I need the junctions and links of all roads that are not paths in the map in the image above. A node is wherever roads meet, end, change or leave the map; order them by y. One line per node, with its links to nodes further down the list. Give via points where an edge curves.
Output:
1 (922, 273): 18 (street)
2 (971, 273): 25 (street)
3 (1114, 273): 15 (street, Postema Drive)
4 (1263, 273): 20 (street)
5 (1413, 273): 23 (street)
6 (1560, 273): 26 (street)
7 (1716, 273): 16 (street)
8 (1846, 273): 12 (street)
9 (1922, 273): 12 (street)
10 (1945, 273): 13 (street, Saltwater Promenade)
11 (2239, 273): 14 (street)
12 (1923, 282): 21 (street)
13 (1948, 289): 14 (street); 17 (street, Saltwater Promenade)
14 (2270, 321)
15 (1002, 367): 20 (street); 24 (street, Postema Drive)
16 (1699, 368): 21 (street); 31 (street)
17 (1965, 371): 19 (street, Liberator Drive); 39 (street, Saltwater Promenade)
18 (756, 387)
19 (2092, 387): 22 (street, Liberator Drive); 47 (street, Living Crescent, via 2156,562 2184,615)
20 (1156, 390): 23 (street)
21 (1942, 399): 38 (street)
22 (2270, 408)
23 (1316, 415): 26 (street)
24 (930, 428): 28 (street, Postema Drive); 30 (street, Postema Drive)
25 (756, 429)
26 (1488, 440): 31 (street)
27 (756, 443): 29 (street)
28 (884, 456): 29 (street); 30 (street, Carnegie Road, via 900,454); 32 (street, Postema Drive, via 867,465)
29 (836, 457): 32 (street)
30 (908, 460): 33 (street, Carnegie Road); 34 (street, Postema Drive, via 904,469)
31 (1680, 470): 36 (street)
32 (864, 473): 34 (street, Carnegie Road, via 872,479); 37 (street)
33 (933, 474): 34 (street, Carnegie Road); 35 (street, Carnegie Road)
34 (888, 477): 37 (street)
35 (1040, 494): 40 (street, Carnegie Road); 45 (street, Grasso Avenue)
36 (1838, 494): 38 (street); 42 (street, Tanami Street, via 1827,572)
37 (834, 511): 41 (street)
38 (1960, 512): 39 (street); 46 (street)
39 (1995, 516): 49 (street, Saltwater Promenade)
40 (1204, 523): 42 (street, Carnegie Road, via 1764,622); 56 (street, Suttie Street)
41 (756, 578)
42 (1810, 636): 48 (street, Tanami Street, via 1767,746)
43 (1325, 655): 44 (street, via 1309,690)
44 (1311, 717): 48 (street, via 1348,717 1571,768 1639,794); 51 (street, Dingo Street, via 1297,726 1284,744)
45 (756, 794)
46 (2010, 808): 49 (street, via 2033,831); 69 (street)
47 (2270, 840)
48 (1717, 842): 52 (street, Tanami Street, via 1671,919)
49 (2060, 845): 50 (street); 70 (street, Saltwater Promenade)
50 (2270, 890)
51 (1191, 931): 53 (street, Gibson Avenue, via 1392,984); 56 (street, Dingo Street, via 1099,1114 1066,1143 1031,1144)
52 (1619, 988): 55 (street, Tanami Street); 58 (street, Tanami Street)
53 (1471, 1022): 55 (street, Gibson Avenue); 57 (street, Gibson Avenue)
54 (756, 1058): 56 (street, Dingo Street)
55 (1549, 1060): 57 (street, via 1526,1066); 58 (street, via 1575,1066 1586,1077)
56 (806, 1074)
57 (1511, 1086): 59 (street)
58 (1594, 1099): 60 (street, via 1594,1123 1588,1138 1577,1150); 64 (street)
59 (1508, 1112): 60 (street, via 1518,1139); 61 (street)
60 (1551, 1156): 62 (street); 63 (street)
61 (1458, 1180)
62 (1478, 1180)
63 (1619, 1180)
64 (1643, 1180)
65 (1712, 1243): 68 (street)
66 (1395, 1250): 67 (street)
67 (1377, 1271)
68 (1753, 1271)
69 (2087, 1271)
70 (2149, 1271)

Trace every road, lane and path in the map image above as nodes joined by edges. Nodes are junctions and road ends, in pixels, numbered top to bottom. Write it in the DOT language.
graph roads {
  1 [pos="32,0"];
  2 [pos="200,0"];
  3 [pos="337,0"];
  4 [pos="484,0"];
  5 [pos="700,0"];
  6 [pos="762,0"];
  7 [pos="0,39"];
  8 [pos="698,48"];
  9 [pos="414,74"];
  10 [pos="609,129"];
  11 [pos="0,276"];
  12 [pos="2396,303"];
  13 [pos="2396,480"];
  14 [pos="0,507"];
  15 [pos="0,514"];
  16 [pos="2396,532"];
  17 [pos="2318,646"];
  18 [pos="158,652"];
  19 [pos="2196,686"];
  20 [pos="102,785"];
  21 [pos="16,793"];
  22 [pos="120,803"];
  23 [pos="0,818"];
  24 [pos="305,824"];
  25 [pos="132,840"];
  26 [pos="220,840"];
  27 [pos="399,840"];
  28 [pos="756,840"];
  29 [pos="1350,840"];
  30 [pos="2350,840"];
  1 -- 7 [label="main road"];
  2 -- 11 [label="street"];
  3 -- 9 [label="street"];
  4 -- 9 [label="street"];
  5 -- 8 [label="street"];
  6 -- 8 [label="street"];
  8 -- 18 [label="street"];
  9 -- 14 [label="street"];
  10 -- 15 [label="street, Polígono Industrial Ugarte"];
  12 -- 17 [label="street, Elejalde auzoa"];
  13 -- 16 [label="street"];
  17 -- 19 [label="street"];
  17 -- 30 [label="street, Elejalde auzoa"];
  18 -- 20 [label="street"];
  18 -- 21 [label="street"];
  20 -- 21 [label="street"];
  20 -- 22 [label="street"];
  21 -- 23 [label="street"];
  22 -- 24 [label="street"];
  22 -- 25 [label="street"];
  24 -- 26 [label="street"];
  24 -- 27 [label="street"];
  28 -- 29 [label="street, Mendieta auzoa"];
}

- INSTRUCTIONS TO FOLLOW: Write out every record exactly as it appears above.

- RESULT OF THE EXERCISE:
I need the junctions and links of all roads that are not paths in the map in the image above. A node is wherever roads meet, end, change or leave the map; order them by y. One line per node, with its links to nodes further down the list. Give via points where an edge curves.
Output:
1 (922, 273): 18 (street)
2 (971, 273): 25 (street)
3 (1114, 273): 15 (street, Postema Drive)
4 (1263, 273): 20 (street)
5 (1413, 273): 23 (street)
6 (1560, 273): 26 (street)
7 (1716, 273): 16 (street)
8 (1846, 273): 12 (street)
9 (1922, 273): 12 (street)
10 (1945, 273): 13 (street, Saltwater Promenade)
11 (2239, 273): 14 (street)
12 (1923, 282): 21 (street)
13 (1948, 289): 14 (street); 17 (street, Saltwater Promenade)
14 (2270, 321)
15 (1002, 367): 20 (street); 24 (street, Postema Drive)
16 (1699, 368): 21 (street); 31 (street)
17 (1965, 371): 19 (street, Liberator Drive); 39 (street, Saltwater Promenade)
18 (756, 387)
19 (2092, 387): 22 (street, Liberator Drive); 47 (street, Living Crescent, via 2156,562 2184,615)
20 (1156, 390): 23 (street)
21 (1942, 399): 38 (street)
22 (2270, 408)
23 (1316, 415): 26 (street)
24 (930, 428): 28 (street, Postema Drive); 30 (street, Postema Drive)
25 (756, 429)
26 (1488, 440): 31 (street)
27 (756, 443): 29 (street)
28 (884, 456): 29 (street); 30 (street, Carnegie Road, via 900,454); 32 (street, Postema Drive, via 867,465)
29 (836, 457): 32 (street)
30 (908, 460): 33 (street, Carnegie Road); 34 (street, Postema Drive, via 904,469)
31 (1680, 470): 36 (street)
32 (864, 473): 34 (street, Carnegie Road, via 872,479); 37 (street)
33 (933, 474): 34 (street, Carnegie Road); 35 (street, Carnegie Road)
34 (888, 477): 37 (street)
35 (1040, 494): 40 (street, Carnegie Road); 45 (street, Grasso Avenue)
36 (1838, 494): 38 (street); 42 (street, Tanami Street, via 1827,572)
37 (834, 511): 41 (street)
38 (1960, 512): 39 (street); 46 (street)
39 (1995, 516): 49 (street, Saltwater Promenade)
40 (1204, 523): 42 (street, Carnegie Road, via 1764,622); 56 (street, Suttie Street)
41 (756, 578)
42 (1810, 636): 48 (street, Tanami Street, via 1767,746)
43 (1325, 655): 44 (street, via 1309,690)
44 (1311, 717): 48 (street, via 1348,717 1571,768 1639,794); 51 (street, Dingo Street, via 1297,726 1284,744)
45 (756, 794)
46 (2010, 808): 49 (street, via 2033,831); 69 (street)
47 (2270, 840)
48 (1717, 842): 52 (street, Tanami Street, via 1671,919)
49 (2060, 845): 50 (street); 70 (street, Saltwater Promenade)
50 (2270, 890)
51 (1191, 931): 53 (street, Gibson Avenue, via 1392,984); 56 (street, Dingo Street, via 1099,1114 1066,1143 1031,1144)
52 (1619, 988): 55 (street, Tanami Street); 58 (street, Tanami Street)
53 (1471, 1022): 55 (street, Gibson Avenue); 57 (street, Gibson Avenue)
54 (756, 1058): 56 (street, Dingo Street)
55 (1549, 1060): 57 (street, via 1526,1066); 58 (street, via 1575,1066 1586,1077)
56 (806, 1074)
57 (1511, 1086): 59 (street)
58 (1594, 1099): 60 (street, via 1594,1123 1588,1138 1577,1150); 64 (street)
59 (1508, 1112): 60 (street, via 1518,1139); 61 (street)
60 (1551, 1156): 62 (street); 63 (street)
61 (1458, 1180)
62 (1478, 1180)
63 (1619, 1180)
64 (1643, 1180)
65 (1712, 1243): 68 (street)
66 (1395, 1250): 67 (street)
67 (1377, 1271)
68 (1753, 1271)
69 (2087, 1271)
70 (2149, 1271)

Trace every road, lane and path in the map image above as nodes joined by edges. Nodes are junctions and road ends, in pixels, numbered top to bottom. Write it in the DOT language.
graph roads {
  1 [pos="32,0"];
  2 [pos="200,0"];
  3 [pos="337,0"];
  4 [pos="484,0"];
  5 [pos="700,0"];
  6 [pos="762,0"];
  7 [pos="0,39"];
  8 [pos="698,48"];
  9 [pos="414,74"];
  10 [pos="609,129"];
  11 [pos="0,276"];
  12 [pos="2396,303"];
  13 [pos="2396,480"];
  14 [pos="0,507"];
  15 [pos="0,514"];
  16 [pos="2396,532"];
  17 [pos="2318,646"];
  18 [pos="158,652"];
  19 [pos="2196,686"];
  20 [pos="102,785"];
  21 [pos="16,793"];
  22 [pos="120,803"];
  23 [pos="0,818"];
  24 [pos="305,824"];
  25 [pos="132,840"];
  26 [pos="220,840"];
  27 [pos="399,840"];
  28 [pos="756,840"];
  29 [pos="1350,840"];
  30 [pos="2350,840"];
  1 -- 7 [label="main road"];
  2 -- 11 [label="street"];
  3 -- 9 [label="street"];
  4 -- 9 [label="street"];
  5 -- 8 [label="street"];
  6 -- 8 [label="street"];
  8 -- 18 [label="street"];
  9 -- 14 [label="street"];
  10 -- 15 [label="street, Polígono Industrial Ugarte"];
  12 -- 17 [label="street, Elejalde auzoa"];
  13 -- 16 [label="street"];
  17 -- 19 [label="street"];
  17 -- 30 [label="street, Elejalde auzoa"];
  18 -- 20 [label="street"];
  18 -- 21 [label="street"];
  20 -- 21 [label="street"];
  20 -- 22 [label="street"];
  21 -- 23 [label="street"];
  22 -- 24 [label="street"];
  22 -- 25 [label="street"];
  24 -- 26 [label="street"];
  24 -- 27 [label="street"];
  28 -- 29 [label="street, Mendieta auzoa"];
}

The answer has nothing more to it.